POM Comprehension
Jenkins® parses the Maven POM to gain a deeper understanding of your Maven project structure. This knowledge is then used to visualize the build results more nicely, such as showing all the modules in the UI, or figuring out dependencies among them.
Automatic Archiving of Reports
When you build Maven2 projects, Jenkins closely monitors what Maven is doing, and reacts automatically. For example, if Maven runs Surefire unit tests, that’ll be automatically captured. If Maven produces javadoc, that’s captured as well. Or if you run findbugs on Maven… you get the idea. All this happens without any additional configuration; you just tell Maven what goals to execute.
Mojo Execution Recording
Jenkins produces the record of what Maven did. It records every mojo that ran, the version of each, time it took to run and so on. This creates an unambiguous audit trail of your Maven execution – something the stand-alone Maven isn’t capable of doing, especially in the face of POM inheritance, automatic plugin version resolution and so on.
Parallel Module Builds
If your Maven project is a large multi-module project, you can tell Jenkins to build in parallel whenever it can. Jenkins will analyze the dependency between modules, and identify those modules that can be built in parallel. A large Maven project often consists of a large number of independent modules, so this generally achieves a noticeable performance improvement.
Incremental Module Builds
For a large Maven project, you can tell Jenkins to do incremental builds. In this mode, Jenkins will only build those modules that are affected by new commits. For example, if someone makes a change to moduleA/src/main/java/Foo.java, Jenkins will only build moduleA and other modules that depend on it. On a large Jenkins implementation, this results in a substantial performance improvement.
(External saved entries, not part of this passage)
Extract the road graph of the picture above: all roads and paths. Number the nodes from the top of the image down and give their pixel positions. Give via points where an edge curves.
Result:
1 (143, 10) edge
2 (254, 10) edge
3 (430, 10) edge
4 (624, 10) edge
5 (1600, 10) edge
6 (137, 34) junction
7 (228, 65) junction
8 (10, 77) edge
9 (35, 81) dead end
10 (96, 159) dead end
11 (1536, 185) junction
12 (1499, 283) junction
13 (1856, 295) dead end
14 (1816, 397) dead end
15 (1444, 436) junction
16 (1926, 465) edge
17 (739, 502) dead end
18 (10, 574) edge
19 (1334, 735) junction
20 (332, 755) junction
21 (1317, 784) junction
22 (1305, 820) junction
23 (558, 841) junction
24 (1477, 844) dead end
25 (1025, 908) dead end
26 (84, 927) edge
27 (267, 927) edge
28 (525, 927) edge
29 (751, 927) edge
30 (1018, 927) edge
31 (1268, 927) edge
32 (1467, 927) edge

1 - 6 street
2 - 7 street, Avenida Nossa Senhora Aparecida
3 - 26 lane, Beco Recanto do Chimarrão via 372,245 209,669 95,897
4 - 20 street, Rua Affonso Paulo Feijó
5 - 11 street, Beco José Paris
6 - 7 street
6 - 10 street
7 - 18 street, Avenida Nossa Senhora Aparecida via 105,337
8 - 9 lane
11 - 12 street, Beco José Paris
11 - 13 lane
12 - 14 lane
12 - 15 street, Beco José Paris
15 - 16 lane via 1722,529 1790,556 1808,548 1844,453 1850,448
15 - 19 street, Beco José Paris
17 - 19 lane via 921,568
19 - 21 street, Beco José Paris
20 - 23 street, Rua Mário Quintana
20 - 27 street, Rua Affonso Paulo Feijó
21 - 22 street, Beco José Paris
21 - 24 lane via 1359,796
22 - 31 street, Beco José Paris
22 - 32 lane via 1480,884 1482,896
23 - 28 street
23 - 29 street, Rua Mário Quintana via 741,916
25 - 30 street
Automatic Snapshot Dependency Setup
If you have a Maven project that depends on other Maven projects via the so-called SNAPSHOT dependency and if those dependencies are also built on Jenkins, you can tell Jenkins to recognize those dependencies and set up a trigger accordingly. In this way, your downstream Maven projects are continuously built whenever their dependencies change, resulting in a faster error feedback time.